• [DIRECTIONS FOR THIS TASK] Restate the records underneath, keeping each one exactly the same.

[Stored data]

- Opening Delimiter -

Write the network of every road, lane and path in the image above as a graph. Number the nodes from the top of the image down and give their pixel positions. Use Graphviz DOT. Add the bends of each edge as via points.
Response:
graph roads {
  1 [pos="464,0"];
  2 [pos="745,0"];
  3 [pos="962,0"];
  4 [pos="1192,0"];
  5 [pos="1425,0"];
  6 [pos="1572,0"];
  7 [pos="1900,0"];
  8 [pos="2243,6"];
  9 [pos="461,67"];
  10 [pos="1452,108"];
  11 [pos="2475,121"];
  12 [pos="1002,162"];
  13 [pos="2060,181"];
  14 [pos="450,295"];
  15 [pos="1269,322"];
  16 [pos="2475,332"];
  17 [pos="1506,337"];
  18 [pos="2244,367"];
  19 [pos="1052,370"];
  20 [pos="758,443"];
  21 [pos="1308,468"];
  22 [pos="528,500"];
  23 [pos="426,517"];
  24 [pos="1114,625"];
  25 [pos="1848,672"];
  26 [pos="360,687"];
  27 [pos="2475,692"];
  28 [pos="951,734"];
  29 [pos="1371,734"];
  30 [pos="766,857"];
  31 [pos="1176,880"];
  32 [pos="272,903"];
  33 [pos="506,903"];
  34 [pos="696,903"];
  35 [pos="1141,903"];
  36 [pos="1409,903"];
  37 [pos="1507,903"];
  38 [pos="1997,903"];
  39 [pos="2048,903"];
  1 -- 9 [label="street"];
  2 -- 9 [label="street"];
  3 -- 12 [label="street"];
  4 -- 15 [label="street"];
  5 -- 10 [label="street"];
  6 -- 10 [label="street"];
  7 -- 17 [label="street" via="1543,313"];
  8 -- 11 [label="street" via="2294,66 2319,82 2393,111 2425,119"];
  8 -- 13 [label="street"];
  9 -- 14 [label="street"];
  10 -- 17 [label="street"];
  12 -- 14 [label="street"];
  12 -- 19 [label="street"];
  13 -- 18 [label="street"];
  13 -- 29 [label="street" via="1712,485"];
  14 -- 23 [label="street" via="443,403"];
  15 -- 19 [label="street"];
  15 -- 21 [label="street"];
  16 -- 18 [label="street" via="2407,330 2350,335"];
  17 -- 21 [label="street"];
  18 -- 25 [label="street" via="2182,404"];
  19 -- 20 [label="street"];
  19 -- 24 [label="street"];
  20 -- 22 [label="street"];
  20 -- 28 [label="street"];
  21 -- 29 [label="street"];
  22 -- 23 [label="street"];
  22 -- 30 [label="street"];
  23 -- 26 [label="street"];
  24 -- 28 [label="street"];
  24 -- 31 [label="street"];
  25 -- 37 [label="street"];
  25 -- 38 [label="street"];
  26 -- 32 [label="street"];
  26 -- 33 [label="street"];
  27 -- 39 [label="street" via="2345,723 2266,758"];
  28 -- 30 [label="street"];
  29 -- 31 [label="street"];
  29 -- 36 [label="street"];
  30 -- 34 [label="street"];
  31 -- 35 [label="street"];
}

- Closing Delimiter -

• [SOLUTION TO THE EXERCISE]
Write the network of every road, lane and path in the image above as a graph. Number the nodes from the top of the image down and give their pixel positions. Use Graphviz DOT. Add the bends of each edge as via points.
Response:
graph roads {
  1 [pos="464,0"];
  2 [pos="745,0"];
  3 [pos="962,0"];
  4 [pos="1192,0"];
  5 [pos="1425,0"];
  6 [pos="1572,0"];
  7 [pos="1900,0"];
  8 [pos="2243,6"];
  9 [pos="461,67"];
  10 [pos="1452,108"];
  11 [pos="2475,121"];
  12 [pos="1002,162"];
  13 [pos="2060,181"];
  14 [pos="450,295"];
  15 [pos="1269,322"];
  16 [pos="2475,332"];
  17 [pos="1506,337"];
  18 [pos="2244,367"];
  19 [pos="1052,370"];
  20 [pos="758,443"];
  21 [pos="1308,468"];
  22 [pos="528,500"];
  23 [pos="426,517"];
  24 [pos="1114,625"];
  25 [pos="1848,672"];
  26 [pos="360,687"];
  27 [pos="2475,692"];
  28 [pos="951,734"];
  29 [pos="1371,734"];
  30 [pos="766,857"];
  31 [pos="1176,880"];
  32 [pos="272,903"];
  33 [pos="506,903"];
  34 [pos="696,903"];
  35 [pos="1141,903"];
  36 [pos="1409,903"];
  37 [pos="1507,903"];
  38 [pos="1997,903"];
  39 [pos="2048,903"];
  1 -- 9 [label="street"];
  2 -- 9 [label="street"];
  3 -- 12 [label="street"];
  4 -- 15 [label="street"];
  5 -- 10 [label="street"];
  6 -- 10 [label="street"];
  7 -- 17 [label="street" via="1543,313"];
  8 -- 11 [label="street" via="2294,66 2319,82 2393,111 2425,119"];
  8 -- 13 [label="street"];
  9 -- 14 [label="street"];
  10 -- 17 [label="street"];
  12 -- 14 [label="street"];
  12 -- 19 [label="street"];
  13 -- 18 [label="street"];
  13 -- 29 [label="street" via="1712,485"];
  14 -- 23 [label="street" via="443,403"];
  15 -- 19 [label="street"];
  15 -- 21 [label="street"];
  16 -- 18 [label="street" via="2407,330 2350,335"];
  17 -- 21 [label="street"];
  18 -- 25 [label="street" via="2182,404"];
  19 -- 20 [label="street"];
  19 -- 24 [label="street"];
  20 -- 22 [label="street"];
  20 -- 28 [label="street"];
  21 -- 29 [label="street"];
  22 -- 23 [label="street"];
  22 -- 30 [label="street"];
  23 -- 26 [label="street"];
  24 -- 28 [label="street"];
  24 -- 31 [label="street"];
  25 -- 37 [label="street"];
  25 -- 38 [label="street"];
  26 -- 32 [label="street"];
  26 -- 33 [label="street"];
  27 -- 39 [label="street" via="2345,723 2266,758"];
  28 -- 30 [label="street"];
  29 -- 31 [label="street"];
  29 -- 36 [label="street"];
  30 -- 34 [label="street"];
  31 -- 35 [label="street"];
}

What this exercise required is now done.